Reported by: Chris Johns Owned by:
Priority: normal Milestone: 5.1
Component: shell Version: 5
Severity: normal Keywords:
Cc: Blocked By:
Blocking:

Description

Running top on a Zynq zc706 gives ...

 ID         | NAME                | RPRI | CPRI   | TIME                | TOTAL   | CURRENT
------------+---------------------+---------------+---------------------+---------+--^^----
 0x0a010008 | IRQS                |  4611686018427388000 |  4611686018427388000   | 2.437559            |   0.000 |   0.022

The code in question is ...
https://git.rtems.org/rtems/tree/cpukit/libmisc/cpuuse/cpuusagetop.c#n447

What is best API to show a priority that makes this code robust?

Change History (7)

comment:1 Changed on 11/24/19 at 23:54:50 by Joel Sherrill

What do you mean by robust?

It is showing score priority so that is clearly confusing for POSIX threads. But a mixed system is also co fusing.

comment:2 in reply to:  1 Changed on 11/25/19 at 00:04:38 by Chris Johns

Replying to Joel Sherrill:

What do you mean by robust?

One that returns "a" priority we can document and is not effected by implementation changes.

It is showing score priority so that is clearly confusing for POSIX threads. But a mixed system is also co fusing.

Yes but that I feel that is a property of top's implementation. For example we could add options to show the score view or we show API priorities etc.

comment:3 Changed on 11/25/19 at 06:39:23 by Sebastian Huber

It shows the correct score priority. If you want to show priorities mapped to a specific API, then you have to add this on top of it.

comment:4 Changed on 12/12/19 at 17:57:14 by Chris Johns

The code is https://git.rtems.org/rtems/tree/cpukit/libmisc/cpuuse/cpuusagetop.c#n451.

It seems _Thread_Get_unmapped_real_priority is not clearing the new extra bits used in the priority.

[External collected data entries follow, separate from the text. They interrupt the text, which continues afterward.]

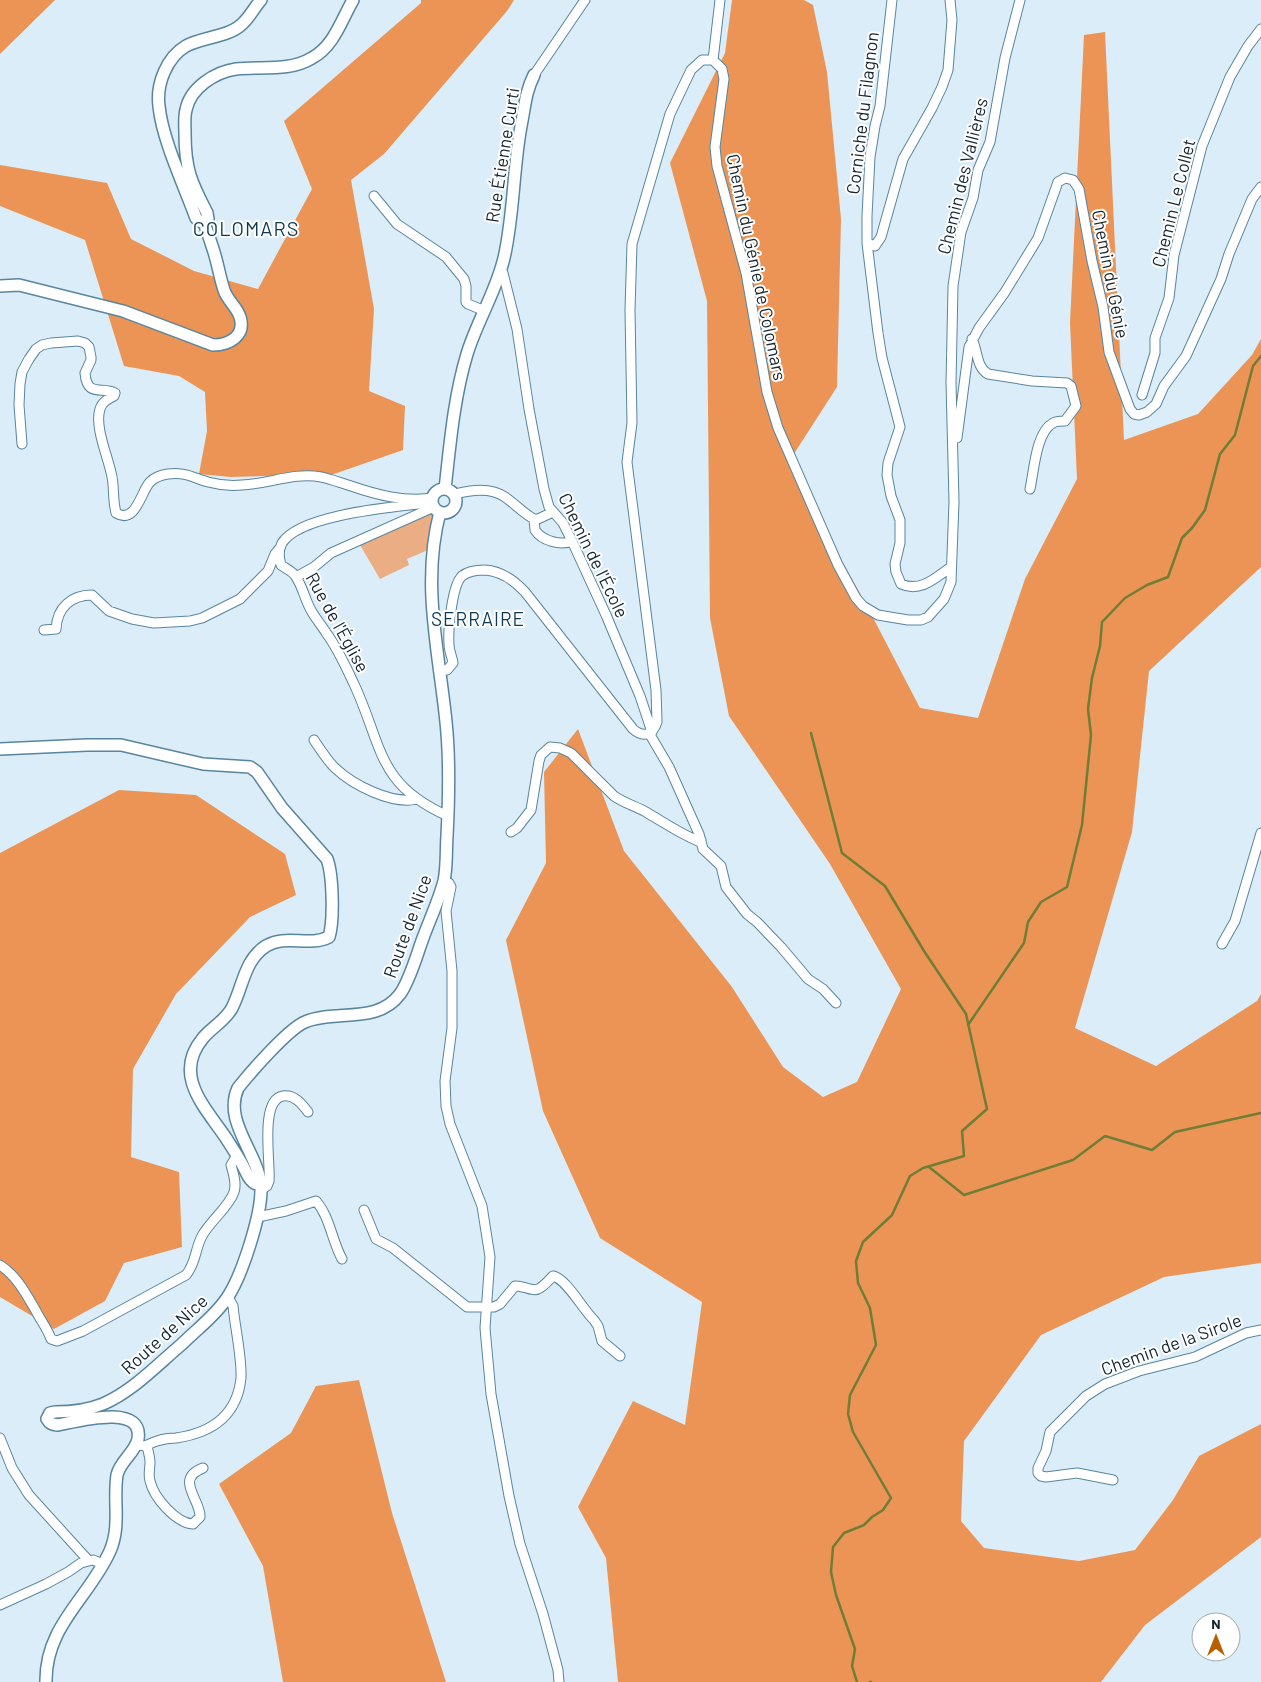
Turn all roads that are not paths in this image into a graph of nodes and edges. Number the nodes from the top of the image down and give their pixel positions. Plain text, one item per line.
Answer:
1 (261, 0) edge
2 (353, 0) edge
3 (585, 0) edge
4 (720, 0) edge
5 (892, 0) edge
6 (950, 0) edge
7 (1020, 0) edge
8 (1261, 29) edge
9 (713, 60) junction
10 (534, 75) joint
11 (1261, 187) edge
12 (374, 196) dead end
13 (204, 223) junction
14 (868, 242) junction
15 (500, 270) junction
16 (0, 286) edge
17 (486, 311) junction
18 (972, 339) junction
19 (1142, 395) dead end
20 (22, 444) dead end
21 (953, 452) junction
22 (1030, 489) dead end
23 (450, 492) junction
24 (435, 505) junction
25 (553, 512) junction
26 (534, 519) junction
27 (572, 541) junction
28 (281, 547) junction
29 (951, 566) junction
30 (296, 577) junction
31 (44, 630) dead end
32 (439, 670) junction
33 (650, 733) junction
34 (314, 740) dead end
35 (0, 749) edge
36 (417, 800) junction
37 (448, 816) junction
38 (510, 832) dead end
39 (1261, 833) edge
40 (701, 840) junction
41 (444, 880) junction
42 (1222, 944) dead end
43 (836, 1003) dead end
44 (308, 1112) dead end
45 (236, 1155) junction
46 (261, 1187) junction
47 (364, 1210) dead end
48 (258, 1216) junction
49 (342, 1259) dead end
50 (0, 1265) edge
51 (228, 1296) junction
52 (486, 1307) junction
53 (1261, 1330) edge
54 (620, 1356) dead end
55 (0, 1438) edge
56 (141, 1445) junction
57 (203, 1468) dead end
58 (1113, 1480) dead end
59 (88, 1560) junction
60 (103, 1564) junction
61 (0, 1605) edge
62 (46, 1682) edge
63 (559, 1682) edge

1 - 13 main road
2 - 13 main road
3 - 10 street, Rue Étienne Curti
4 - 9 street
5 - 14 street, Corniche du Filagnon
6 - 14 street
7 - 21 street, Chemin des Vallières
8 - 19 street, Chemin Le Collet
9 - 29 street, Chemin du Génie de Colomars
9 - 33 street
10 - 15 main road, Rue Étienne Curti
11 - 18 street, Chemin du Génie
12 - 17 street
13 - 16 main road
14 - 29 street, Corniche du Filagnon
15 - 17 main road, Rue Étienne Curti
15 - 25 street, Chemin de l'École
17 - 23 main road, Rue Étienne Curti
18 - 21 street, Chemin du Génie
18 - 22 street
20 - 24 street
21 - 29 street, Chemin du Génie de Colomars
23 - 24 main road
23 - 24 main road
23 - 26 street
24 - 28 street
24 - 30 street
24 - 32 main road, Route de Nice
25 - 26 street
25 - 27 street, Chemin de l'École
26 - 27 street
27 - 33 street, Chemin de l'École
28 - 30 street, Rue de l'Église
28 - 31 street
30 - 36 street, Rue de l'Église
32 - 33 street
32 - 37 main road, Route de Nice
33 - 40 street, Chemin de l'École
34 - 36 street
35 - 45 main road
36 - 37 street, Rue de l'Église
37 - 41 main road, Route de Nice
38 - 40 street
39 - 42 street
40 - 43 street, Chemin de l'École
41 - 46 main road, Route de Nice
41 - 52 street
44 - 46 street
45 - 46 main road
45 - 50 street
46 - 48 main road, Route de Nice
47 - 52 street
48 - 49 street
48 - 51 main road, Route de Nice
51 - 56 street
51 - 56 main road, Route de Nice
52 - 54 street
52 - 63 street
53 - 58 street, Chemin de la Sirole
55 - 59 street
56 - 57 street
56 - 60 main road
59 - 60 street
59 - 61 street
60 - 62 main road

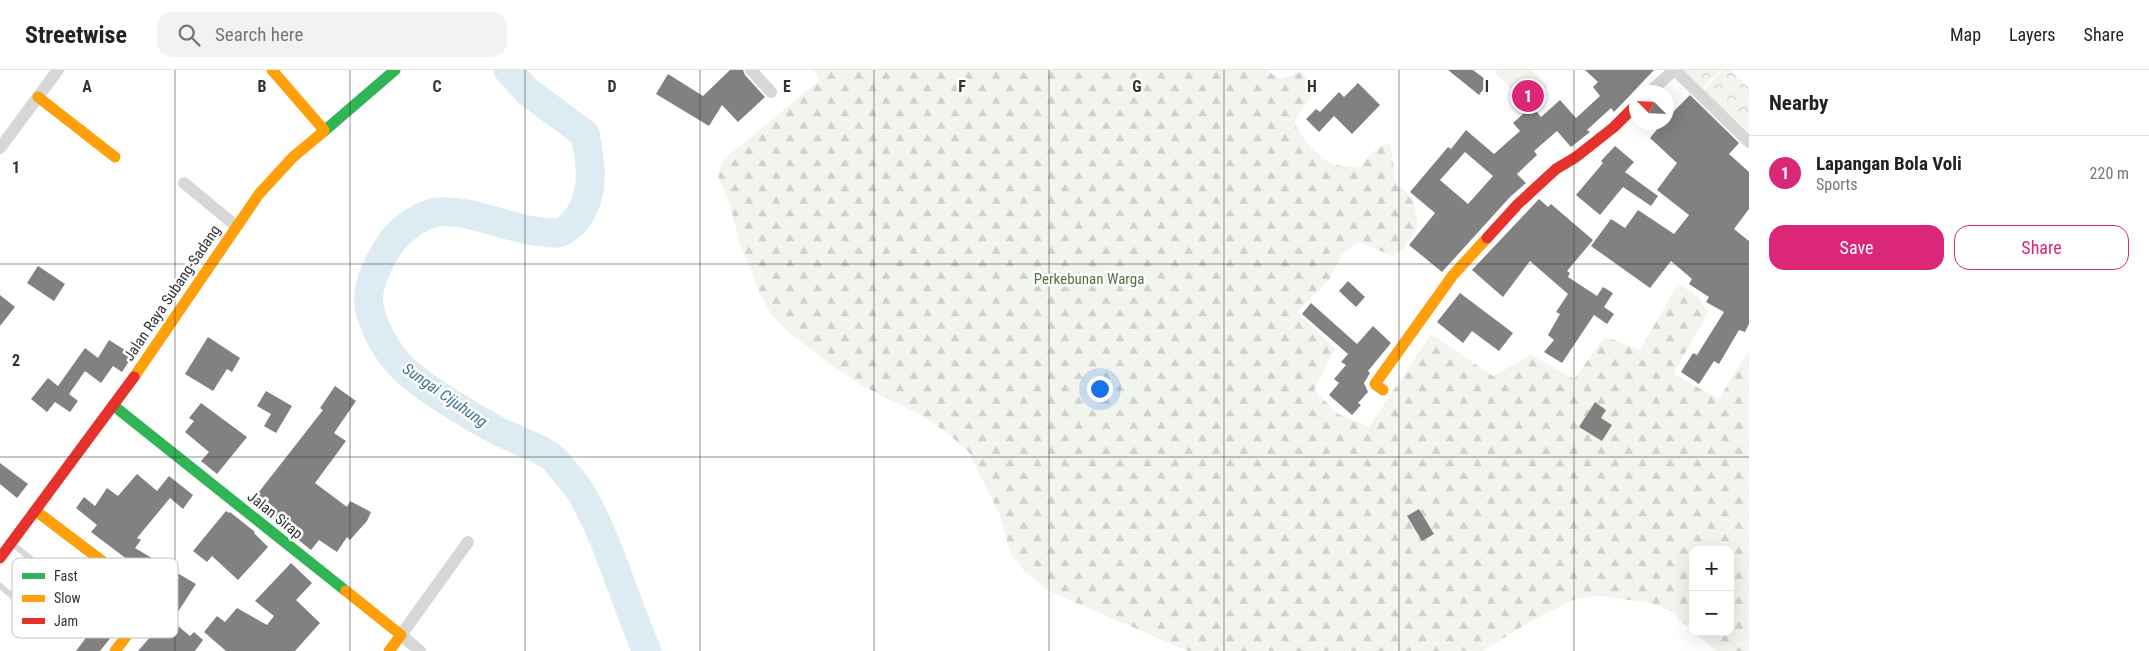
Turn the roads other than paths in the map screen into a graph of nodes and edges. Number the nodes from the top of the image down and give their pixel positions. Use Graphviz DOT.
graph roads {
  1 [pos="58,70"];
  2 [pos="272,70"];
  3 [pos="395,70"];
  4 [pos="751,70"];
  5 [pos="1674,70"];
  6 [pos="1658,85"];
  7 [pos="772,92"];
  8 [pos="38,97"];
  9 [pos="1629,111"];
  10 [pos="324,130"];
  11 [pos="1749,142"];
  12 [pos="0,148"];
  13 [pos="115,157"];
  14 [pos="184,184"];
  15 [pos="236,226"];
  16 [pos="1383,390"];
  17 [pos="114,406"];
  18 [pos="36,511"];
  19 [pos="468,542"];
  20 [pos="11,543"];
  21 [pos="0,558"];
  22 [pos="29,558"];
  23 [pos="98,558"];
  24 [pos="0,586"];
  25 [pos="12,596"];
  26 [pos="401,635"];
  27 [pos="125,638"];
  28 [pos="115,651"];
  29 [pos="389,651"];
  30 [pos="420,651"];
  1 -- 8 [label="street"];
  2 -- 10 [label="street"];
  3 -- 10 [label="street, Jalan Raya Subang-Sadang"];
  4 -- 7 [label="street"];
  5 -- 6 [label="street"];
  5 -- 11 [label="street"];
  8 -- 12 [label="street"];
  8 -- 13 [label="street"];
  9 -- 16 [label="street"];
  10 -- 15 [label="street, Jalan Raya Subang-Sadang"];
  14 -- 15 [label="street"];
  15 -- 17 [label="street, Jalan Raya Subang-Sadang"];
  17 -- 18 [label="street, Jalan Raya Subang-Sadang"];
  17 -- 26 [label="street, Jalan Sirap"];
  18 -- 20 [label="street, Jalan Raya Subang-Sadang"];
  18 -- 23 [label="street"];
  19 -- 26 [label="street"];
  20 -- 21 [label="street, Jalan Raya Subang-Sadang"];
  20 -- 22 [label="lane"];
  24 -- 25 [label="lane"];
  26 -- 29 [label="street"];
  26 -- 30 [label="street"];
  27 -- 28 [label="street"];
}
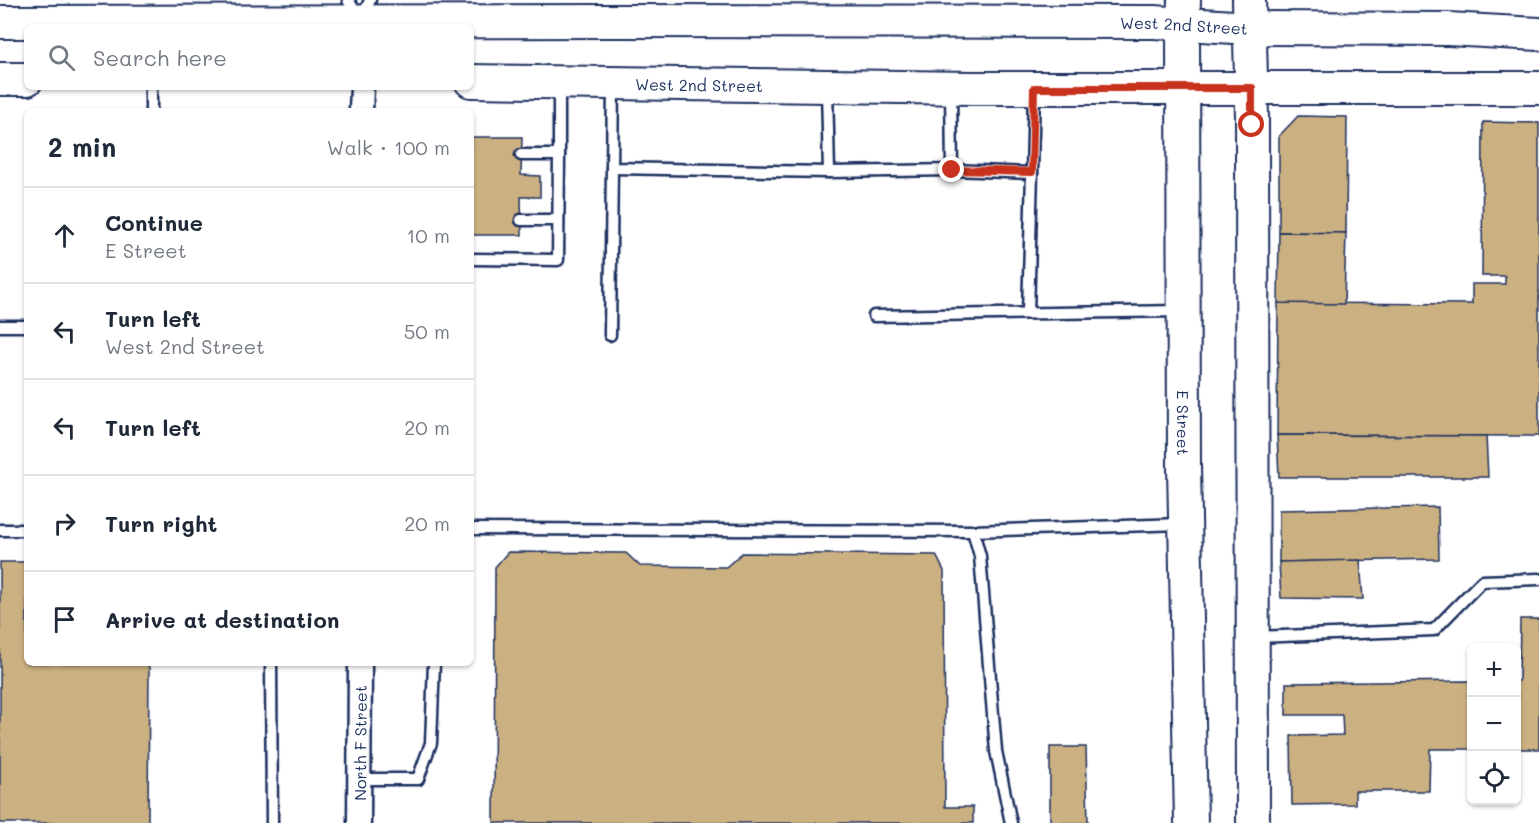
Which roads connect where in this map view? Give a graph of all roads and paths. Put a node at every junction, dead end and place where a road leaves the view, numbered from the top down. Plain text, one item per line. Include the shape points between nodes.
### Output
1 (360, 12) edge
2 (1184, 12) edge
3 (1249, 14) edge
4 (0, 22) edge
5 (1538, 32) edge
6 (0, 79) edge
7 (24, 79) edge
8 (474, 81) edge
9 (559, 82) junction
10 (613, 82) junction
11 (826, 86) junction
12 (951, 87) junction
13 (1034, 88) junction
14 (1252, 88) junction
15 (1538, 88) edge
16 (1184, 89) junction
17 (151, 90) edge
18 (362, 90) edge
19 (151, 108) edge
20 (361, 108) edge
21 (521, 155) dead end
22 (559, 155) junction
23 (612, 168) junction
24 (952, 170) junction
25 (829, 172) junction
26 (1032, 172) junction
27 (521, 220) dead end
28 (558, 220) junction
29 (474, 259) edge
30 (1184, 311) junction
31 (1028, 312) junction
32 (874, 316) dead end
33 (0, 326) edge
34 (24, 326) edge
35 (610, 335) dead end
36 (1186, 523) junction
37 (474, 528) edge
38 (0, 530) edge
39 (24, 530) edge
40 (973, 531) junction
41 (1539, 579) edge
42 (1252, 637) junction
43 (271, 666) edge
44 (360, 666) edge
45 (434, 666) edge
46 (359, 779) junction
47 (272, 823) edge
48 (359, 823) edge
49 (1011, 823) edge
50 (1191, 823) edge
51 (1253, 823) edge

1 - 2 main road, West 2nd Street via 1119,22
1 - 4 main road, West 2nd Street
2 - 3 main road, West 2nd Street
2 - 16 main road, E Street
3 - 5 main road, West 2nd Street
3 - 14 main road
6 - 7 main road
8 - 9 main road, West 2nd Street
9 - 10 main road, West 2nd Street
9 - 22 lane
10 - 11 main road, West 2nd Street
10 - 23 lane
11 - 12 main road, West 2nd Street
11 - 25 lane
12 - 13 main road, West 2nd Street
12 - 24 lane
13 - 16 main road, West 2nd Street
13 - 26 lane
14 - 15 main road, West 2nd Street
14 - 16 main road, West 2nd Street
14 - 42 main road
16 - 30 main road, E Street
17 - 19 lane
18 - 20 street
21 - 22 lane
22 - 28 lane
23 - 25 lane
23 - 35 lane
24 - 25 lane
24 - 26 lane
26 - 31 lane
27 - 28 lane
28 - 29 lane via 558,260
30 - 31 lane
30 - 36 main road, E Street
31 - 32 lane
33 - 34 lane
36 - 40 lane
36 - 50 main road, E Street
37 - 40 lane
38 - 39 lane
40 - 49 lane via 980,556 996,751
41 - 42 lane via 1482,580 1434,630
42 - 51 main road
43 - 47 lane
44 - 46 street, North F Street
45 - 46 lane via 431,743 418,779
46 - 48 street, North F Street

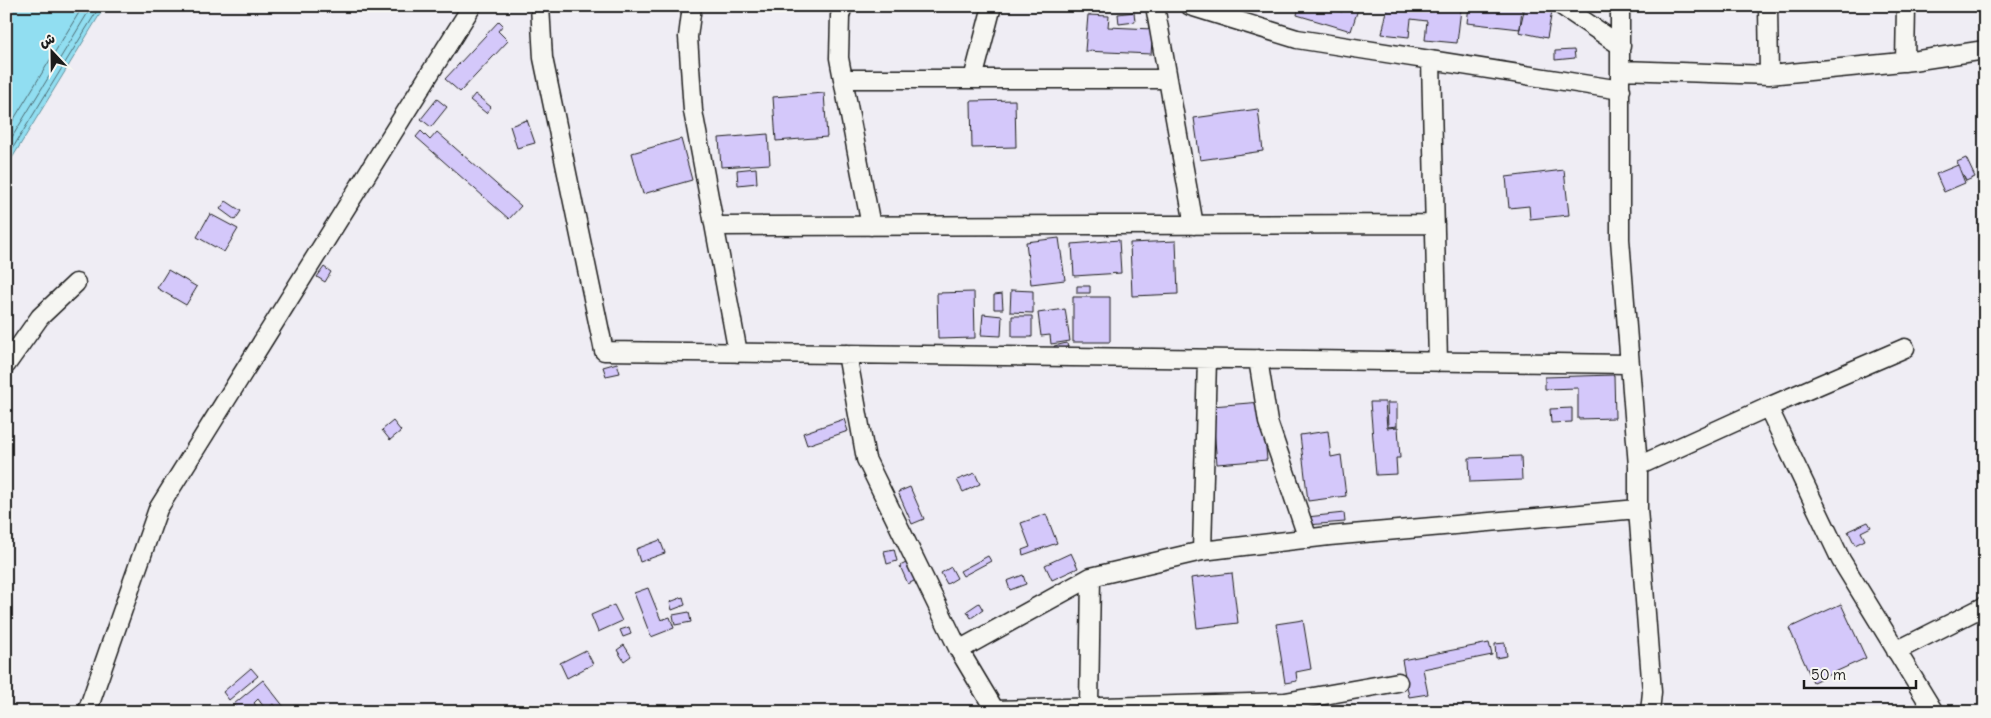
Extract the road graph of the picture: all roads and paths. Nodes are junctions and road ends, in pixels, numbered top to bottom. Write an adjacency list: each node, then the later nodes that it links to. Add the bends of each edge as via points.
1 (472, 6): 49 (street, via 158,510)
2 (540, 6): 28 (street, via 543,58 604,351)
3 (692, 6): 24 (street, via 688,37 693,111)
4 (843, 6): 18 (street, via 840,58)
5 (992, 6): 19 (street)
6 (1155, 6): 20 (street)
7 (1190, 6): 14 (street, via 1298,40)
8 (1562, 6): 12 (street)
9 (1620, 6): 12 (street)
10 (1768, 6): 17 (street)
11 (1906, 6): 15 (street)
12 (1621, 46): 16 (street)
13 (1985, 50): 15 (street)
14 (1431, 60): 21 (street); 22 (street)
15 (1905, 62): 17 (street)
16 (1621, 70): 17 (street); 21 (street)
17 (1769, 75)
18 (844, 79): 19 (street); 25 (street)
19 (972, 79): 20 (street)
20 (1168, 79): 23 (street)
21 (1621, 90): 33 (street, via 1620,240)
22 (1435, 224): 23 (street); 32 (street)
23 (1194, 225): 25 (street)
24 (714, 226): 25 (street); 28 (street)
25 (871, 226)
26 (76, 283): 34 (street, via 40,317)
27 (1905, 348): 35 (street)
28 (738, 353): 29 (street)
29 (847, 354): 30 (street); 42 (street, via 866,459)
30 (1207, 359): 31 (street); 39 (street)
31 (1258, 359): 32 (street); 38 (street, via 1268,422)
32 (1438, 362): 33 (street)
33 (1628, 364): 36 (street)
34 (6, 365)
35 (1768, 407): 36 (street); 43 (street, via 1841,560)
36 (1638, 466): 37 (street)
37 (1638, 509): 38 (street); 47 (street)
38 (1308, 539): 39 (street)
39 (1202, 551): 40 (street)
40 (1091, 577): 42 (street); 45 (street)
41 (1985, 606): 43 (street)
42 (959, 650): 48 (street)
43 (1896, 651): 50 (street)
44 (1398, 682): 46 (street, via 1285,702)
45 (1089, 706): 46 (street); 48 (street)
46 (1160, 708)
47 (1652, 708)
48 (995, 711)
49 (87, 712)
50 (1934, 712)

Last edited on 12/12/19 at 17:57:30 by Chris Johns (previous) (diff)

comment:5 Changed on 12/12/19 at 18:57:51 by Sebastian Huber

The Priority_Control contains 64 bits. The least significant bit is used to indicate if the priority is appended or prepended to its priority group. This bit is removed by the _Thread_Get_unmapped_real_priority(). The other 63 bits are defined by a particular scheduler algorithm. The only invariant is the lower values indicate a higher priority (importance).

comment:6 Changed on 12/12/19 at 21:03:19 by Chris Johns

How do we take that value and get the actual priority?

comment:7 Changed on 12/12/19 at 21:55:00 by Chris Johns

Resolution: duplicate
Status: newclosed

Duplicate of #3552.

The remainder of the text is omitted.